[YOUR GOAL] Records follow. Pull out every line that contains "Number".

RECORDS SHOWN below:

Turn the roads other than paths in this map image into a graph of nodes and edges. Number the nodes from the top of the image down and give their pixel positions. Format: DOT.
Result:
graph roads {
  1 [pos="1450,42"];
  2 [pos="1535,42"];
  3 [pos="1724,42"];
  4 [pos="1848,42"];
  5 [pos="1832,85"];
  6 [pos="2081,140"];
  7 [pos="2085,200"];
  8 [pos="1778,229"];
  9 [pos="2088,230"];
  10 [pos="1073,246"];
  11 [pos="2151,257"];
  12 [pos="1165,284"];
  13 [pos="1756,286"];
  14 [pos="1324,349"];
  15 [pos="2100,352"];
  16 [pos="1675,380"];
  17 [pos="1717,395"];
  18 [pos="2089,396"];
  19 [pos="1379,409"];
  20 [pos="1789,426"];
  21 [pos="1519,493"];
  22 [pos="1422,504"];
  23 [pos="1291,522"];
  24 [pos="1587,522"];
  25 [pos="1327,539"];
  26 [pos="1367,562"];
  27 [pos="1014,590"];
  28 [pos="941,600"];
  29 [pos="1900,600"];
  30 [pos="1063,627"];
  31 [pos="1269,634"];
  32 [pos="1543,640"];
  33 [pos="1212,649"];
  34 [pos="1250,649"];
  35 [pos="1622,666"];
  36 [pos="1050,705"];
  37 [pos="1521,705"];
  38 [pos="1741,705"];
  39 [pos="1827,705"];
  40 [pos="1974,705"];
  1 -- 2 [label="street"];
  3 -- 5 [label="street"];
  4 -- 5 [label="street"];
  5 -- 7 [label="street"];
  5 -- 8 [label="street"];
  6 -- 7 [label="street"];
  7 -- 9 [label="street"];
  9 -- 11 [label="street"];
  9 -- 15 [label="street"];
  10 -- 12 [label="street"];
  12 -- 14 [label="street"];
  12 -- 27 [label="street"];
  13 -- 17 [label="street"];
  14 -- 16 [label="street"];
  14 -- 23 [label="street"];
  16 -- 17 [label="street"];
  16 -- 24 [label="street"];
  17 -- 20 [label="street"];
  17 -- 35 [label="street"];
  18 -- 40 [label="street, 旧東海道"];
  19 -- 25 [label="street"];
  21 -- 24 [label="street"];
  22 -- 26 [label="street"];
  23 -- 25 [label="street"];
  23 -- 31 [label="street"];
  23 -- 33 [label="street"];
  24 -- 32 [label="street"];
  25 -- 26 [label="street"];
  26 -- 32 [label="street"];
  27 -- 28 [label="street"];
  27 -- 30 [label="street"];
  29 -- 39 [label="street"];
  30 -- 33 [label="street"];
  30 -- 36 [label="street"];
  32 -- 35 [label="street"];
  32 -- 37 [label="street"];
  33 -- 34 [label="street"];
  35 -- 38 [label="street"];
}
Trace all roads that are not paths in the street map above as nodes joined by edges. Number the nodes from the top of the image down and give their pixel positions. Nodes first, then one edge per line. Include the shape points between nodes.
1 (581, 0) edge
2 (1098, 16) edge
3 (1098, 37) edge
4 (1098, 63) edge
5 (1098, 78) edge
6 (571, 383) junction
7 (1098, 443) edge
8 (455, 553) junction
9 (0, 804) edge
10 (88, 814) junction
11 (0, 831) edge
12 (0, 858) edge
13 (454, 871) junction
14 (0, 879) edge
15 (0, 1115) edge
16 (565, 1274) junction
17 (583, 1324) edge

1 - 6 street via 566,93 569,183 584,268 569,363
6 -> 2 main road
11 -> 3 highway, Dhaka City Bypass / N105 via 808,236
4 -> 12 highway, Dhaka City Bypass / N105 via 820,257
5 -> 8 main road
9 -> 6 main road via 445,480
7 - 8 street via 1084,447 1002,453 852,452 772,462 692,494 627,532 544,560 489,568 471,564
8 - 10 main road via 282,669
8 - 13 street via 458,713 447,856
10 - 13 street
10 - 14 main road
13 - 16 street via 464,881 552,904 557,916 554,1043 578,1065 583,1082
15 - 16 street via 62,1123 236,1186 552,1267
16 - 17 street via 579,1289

End of RECORDS SHOWN.

[TASK OUTPUT]
Turn the roads other than paths in this map image into a graph of nodes and edges. Number the nodes from the top of the image down and give their pixel positions. Format: DOT.
Trace all roads that are not paths in the street map above as nodes joined by edges. Number the nodes from the top of the image down and give their pixel positions. Nodes first, then one edge per line. Include the shape points between nodes.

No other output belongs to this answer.